What are Postbiotics?

First, let’s start with a review of the “biotic” terms. Probiotics are beneficial bacteria in the gut. Prebiotics are the fermentable fibers and other compounds that act as food for the probiotics. Postbiotics are bioactive compounds that are produced by probiotics during the fermentation process.1 These compounds include by-products of fermentation such as short chain fats, proteins, beneficial carbohydrates, and inactivated microbes. 


Emerging research suggests that these byproducts may have some potential health benefits. They may also hold certain advantages over probiotics in that they are not alive and therefore are completely shelf-stable. Postbiotics can also be used by those that are immunocompromised and unable to take probiotics. Although all of this is relatively new science, it is still interesting to offer a different alternative to probiotics. 

Benefits of Postbiotics

The bioactive compounds in postbiotics are mostly of interest because of their ability to improve immune health. They do this by helping support the health of the bacteria that already exist in the gut, keeping beneficial populations in balance and the immune system in check.


Although further research is needed, postbiotics may be beneficial in helping improve and restore bacterial imbalances that lead to the development of various digestive illnesses. The focus so far has been on postbiotics of inactivated lactobacilli which seem to have positive effects on the treatment of IBS and diarrhea.2 


Postbiotics may offer some benefit to the formula fed infant. One of the many benefits of breast milk is the transfer of the mother’s immunity to the infant. This is partially accomplished through the ingestion of a prebiotic found only in human milk.
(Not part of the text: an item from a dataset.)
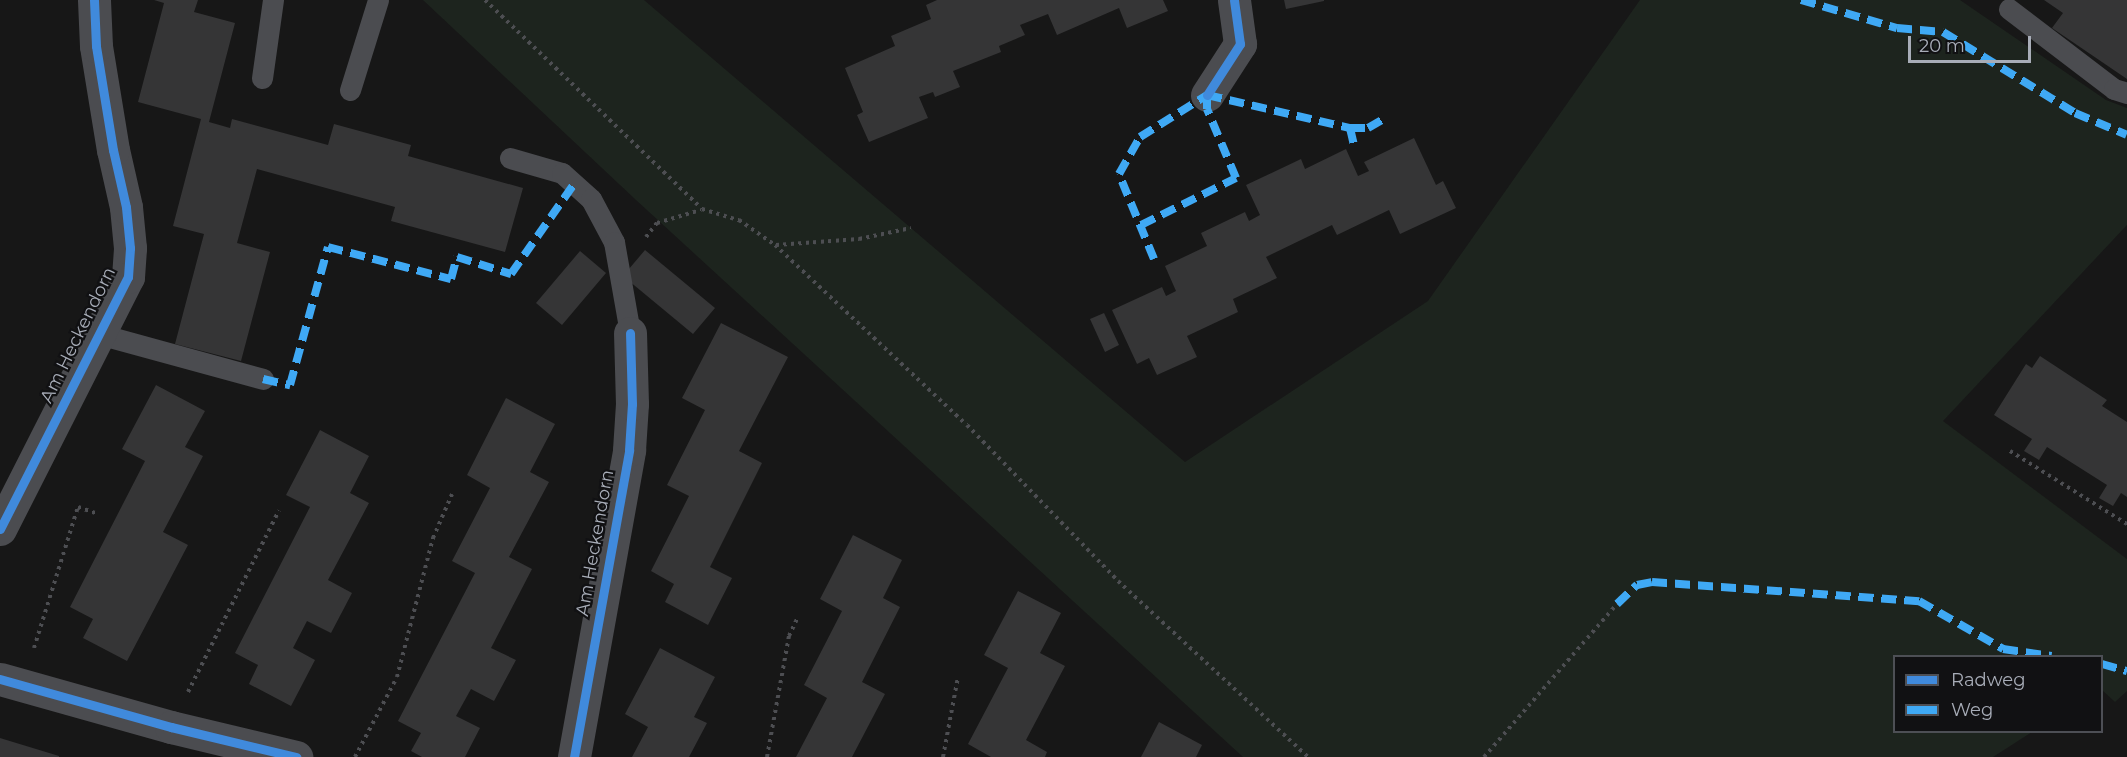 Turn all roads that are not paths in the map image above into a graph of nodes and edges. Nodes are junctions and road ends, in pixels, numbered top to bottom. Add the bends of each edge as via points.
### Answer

Adding both pre- and postbiotics to baby formula may help mimic this benefit without giving infants live bacteria that could overwhelm their delicate immune systems.


Postbiotics may also increase the nutrient density in foods. For example, they may be able to convert certain fats into healthier versions or increase the bioavailability of B-vitamins or vitamin K. 
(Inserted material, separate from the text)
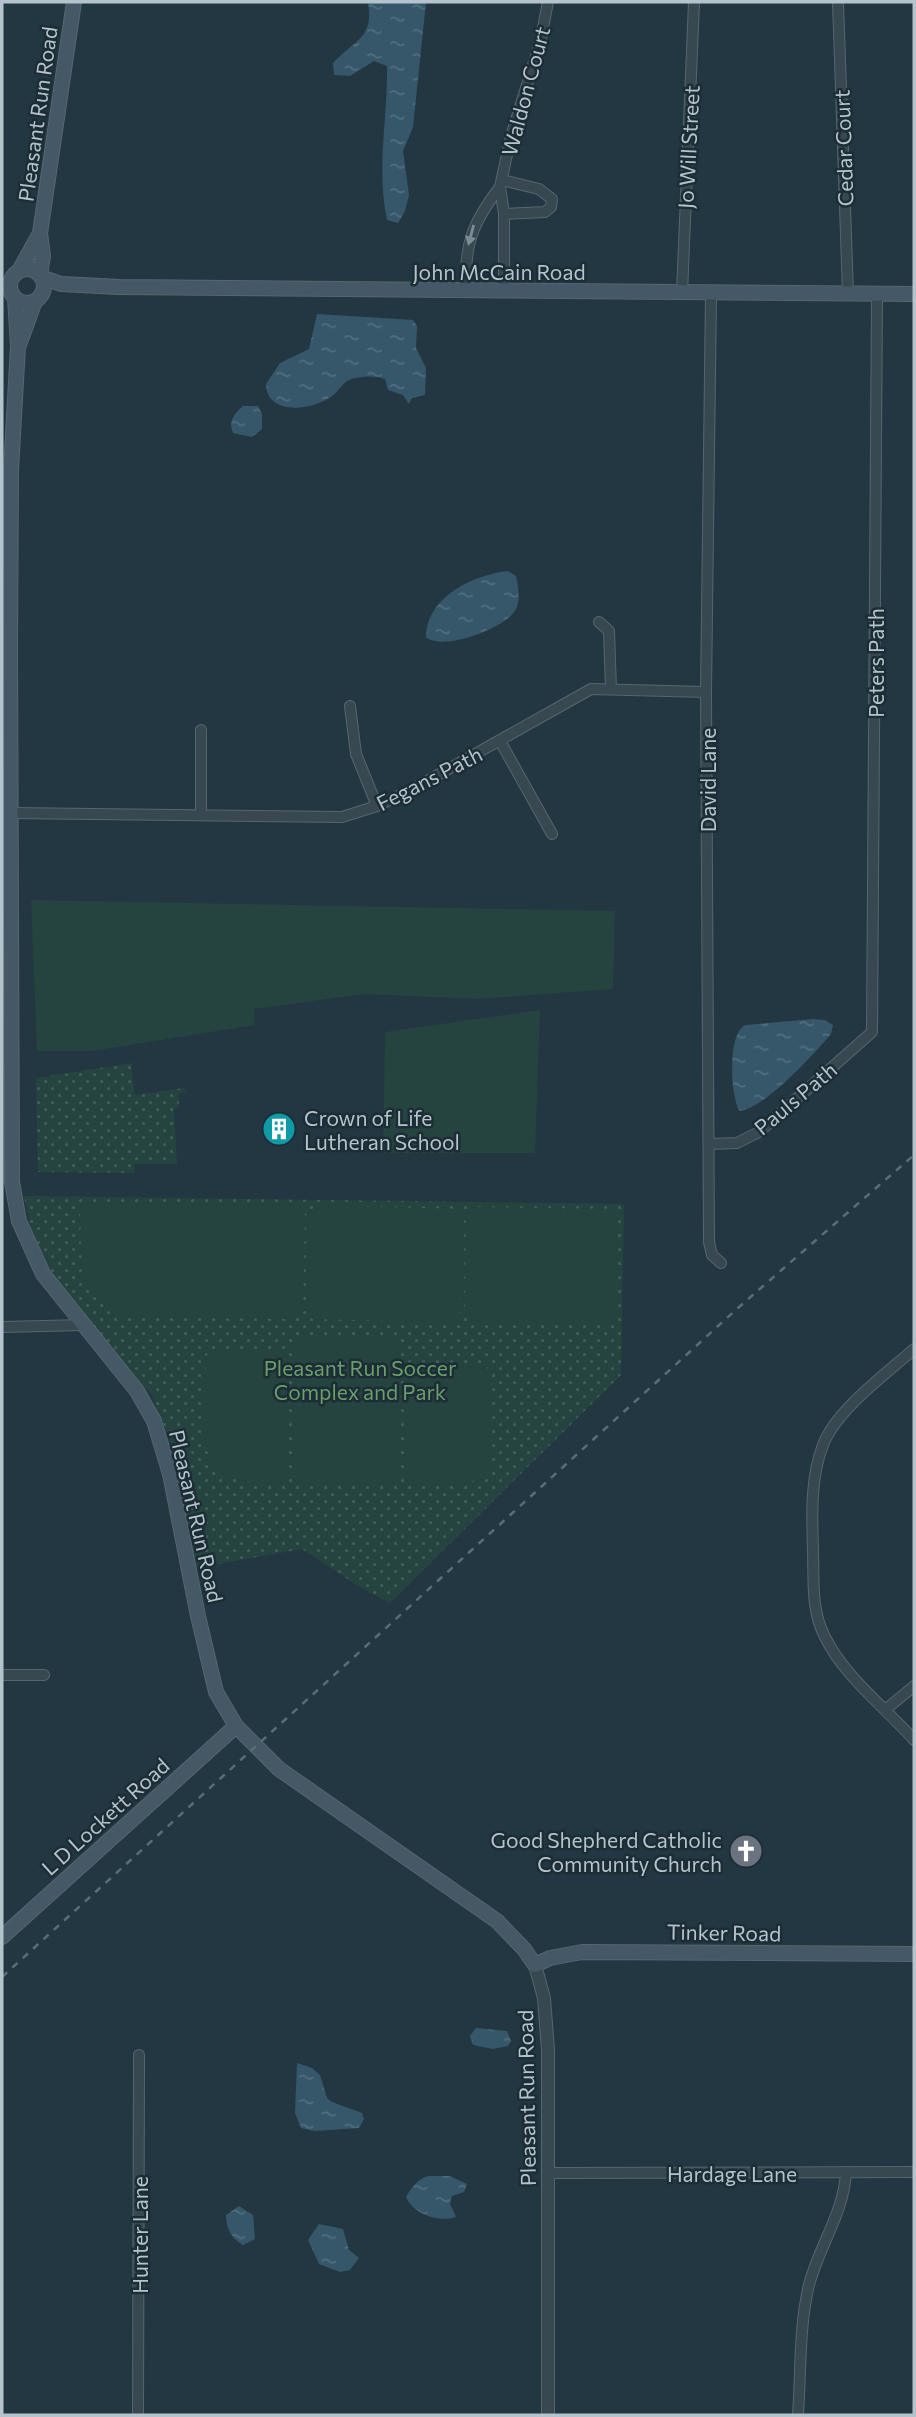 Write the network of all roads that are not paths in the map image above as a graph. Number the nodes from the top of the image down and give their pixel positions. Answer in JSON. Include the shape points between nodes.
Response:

Additionally, postbiotics are currently under investigation for other benefits such as helping manage inflammation, weight, blood pressure, and cholesterol, as well as the potential for acting as an antioxidant.4

Where to Find Postbiotics

Postbiotics, since they are a byproduct of fermentation, are most commonly found in fermented foods. Common sources include:


  • Yogurt with live active cultures
  • Kefir
  • Kombucha
  • Sauerkraut
  • Tempeh
  • Fermented vegetables

Before you increase your intake of all of these fermented foods, there are a few downsides to postbiotics. Histamine, a common postbiotic, can make IBS or other digestive issues worse. Some people may also experience an increase in gas and bloating with the addition of fermented foods to their diet. If you have never tried fermented foods, start slowly and monitor how you feel before adding more. 
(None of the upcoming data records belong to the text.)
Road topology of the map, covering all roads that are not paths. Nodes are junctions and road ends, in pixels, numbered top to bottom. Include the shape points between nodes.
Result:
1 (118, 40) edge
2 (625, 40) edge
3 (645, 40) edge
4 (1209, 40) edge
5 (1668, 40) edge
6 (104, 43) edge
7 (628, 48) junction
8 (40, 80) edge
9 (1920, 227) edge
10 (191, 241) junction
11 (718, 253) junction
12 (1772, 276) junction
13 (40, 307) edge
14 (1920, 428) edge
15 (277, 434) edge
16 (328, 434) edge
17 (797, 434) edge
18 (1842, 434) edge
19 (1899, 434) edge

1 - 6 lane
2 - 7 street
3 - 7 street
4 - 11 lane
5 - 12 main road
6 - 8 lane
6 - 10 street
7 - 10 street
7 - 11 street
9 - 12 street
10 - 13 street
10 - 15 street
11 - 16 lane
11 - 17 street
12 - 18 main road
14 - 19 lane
Although this emerging science is interesting, the bottom line that for most people eating fermented foods is likely beneficial for gut health and immunity. So pick your favorite fermented option and add it to your diet regularly. 


Yours in Health-


Ana Reisdorf, MS, RD

IVL’s Community Registered Dietitian


References

  1. Wegh CAM, Geerlings SY, Knol J, Roeselers G, Belzer C. Postbiotics and Their Potential Applications in Early Life Nutrition and Beyond. Int J Mol Sci. 2019;20(19). doi:10.3390/ijms20194673
  2. Tsilingiri K, Barbosa T, Penna G, et al. Probiotic and postbiotic activity in health and disease: comparison on a novel polarised ex-vivo organ culture model. Gut. 2012;61(7):1007-1015.
  3. Szajewska H, Skórka A, Pieścik-Lech M. Fermented infant formulas without live bacteria: a systematic review. Eur J Pediatr. 2015;174(11):1413-1420.
  4. Aguilar-Toalá JE, Garcia-Varela R, Garcia HS, et al. Postbiotics: An evolving term within the functional foods field. Trends Food Sci Technol. 2018;75:105-114.